EXERCISE DESCRIPTION -
Search the material for the string "they" and copy each line where it occurs.

ENTRIES SHOWN -

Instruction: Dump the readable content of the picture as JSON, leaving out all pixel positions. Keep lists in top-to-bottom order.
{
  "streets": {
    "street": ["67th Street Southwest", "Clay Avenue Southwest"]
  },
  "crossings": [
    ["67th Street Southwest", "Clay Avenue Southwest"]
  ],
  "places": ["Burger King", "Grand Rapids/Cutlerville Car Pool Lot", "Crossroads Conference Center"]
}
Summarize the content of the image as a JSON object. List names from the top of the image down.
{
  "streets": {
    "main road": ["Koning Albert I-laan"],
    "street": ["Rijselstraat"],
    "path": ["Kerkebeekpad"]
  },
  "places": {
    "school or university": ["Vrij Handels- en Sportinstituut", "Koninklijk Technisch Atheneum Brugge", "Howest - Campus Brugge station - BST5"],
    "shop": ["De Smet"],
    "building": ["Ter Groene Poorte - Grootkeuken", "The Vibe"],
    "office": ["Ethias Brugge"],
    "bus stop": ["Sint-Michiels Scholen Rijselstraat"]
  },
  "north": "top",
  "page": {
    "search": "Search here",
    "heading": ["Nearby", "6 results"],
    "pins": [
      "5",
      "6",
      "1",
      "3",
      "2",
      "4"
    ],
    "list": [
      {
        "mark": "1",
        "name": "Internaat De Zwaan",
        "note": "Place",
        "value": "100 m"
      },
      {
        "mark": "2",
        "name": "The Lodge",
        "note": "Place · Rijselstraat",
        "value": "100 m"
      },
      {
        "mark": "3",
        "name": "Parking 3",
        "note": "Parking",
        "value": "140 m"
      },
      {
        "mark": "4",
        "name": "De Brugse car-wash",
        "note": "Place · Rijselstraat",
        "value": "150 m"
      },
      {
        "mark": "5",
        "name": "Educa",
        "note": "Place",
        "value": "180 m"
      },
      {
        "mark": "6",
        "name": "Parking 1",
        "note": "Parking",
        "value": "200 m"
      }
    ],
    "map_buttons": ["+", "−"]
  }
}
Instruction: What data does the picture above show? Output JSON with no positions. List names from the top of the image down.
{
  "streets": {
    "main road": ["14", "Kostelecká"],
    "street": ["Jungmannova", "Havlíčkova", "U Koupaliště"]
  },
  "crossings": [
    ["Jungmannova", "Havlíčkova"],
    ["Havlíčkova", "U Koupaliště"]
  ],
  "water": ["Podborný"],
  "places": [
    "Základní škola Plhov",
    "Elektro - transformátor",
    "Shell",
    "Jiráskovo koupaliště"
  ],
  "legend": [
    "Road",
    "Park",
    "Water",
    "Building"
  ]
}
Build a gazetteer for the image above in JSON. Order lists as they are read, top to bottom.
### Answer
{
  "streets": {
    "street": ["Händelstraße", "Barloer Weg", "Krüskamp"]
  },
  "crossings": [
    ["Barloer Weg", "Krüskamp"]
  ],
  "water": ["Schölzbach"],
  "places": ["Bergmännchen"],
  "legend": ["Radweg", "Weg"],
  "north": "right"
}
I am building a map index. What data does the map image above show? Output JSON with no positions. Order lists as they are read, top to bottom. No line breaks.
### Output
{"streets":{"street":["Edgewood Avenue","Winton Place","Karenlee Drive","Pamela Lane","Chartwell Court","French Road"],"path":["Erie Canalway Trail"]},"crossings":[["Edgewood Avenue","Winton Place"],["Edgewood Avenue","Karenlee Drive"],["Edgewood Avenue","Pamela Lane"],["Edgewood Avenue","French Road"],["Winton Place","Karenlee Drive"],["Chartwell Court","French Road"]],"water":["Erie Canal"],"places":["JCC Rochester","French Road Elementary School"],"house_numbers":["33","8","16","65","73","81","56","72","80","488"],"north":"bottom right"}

TASK OUTPUT -
Build a gazetteer for the image above in JSON. Order lists as they are read, top to bottom.
I am building a map index. What data does the map image above show? Output JSON with no positions. Order lists as they are read, top to bottom. No line breaks.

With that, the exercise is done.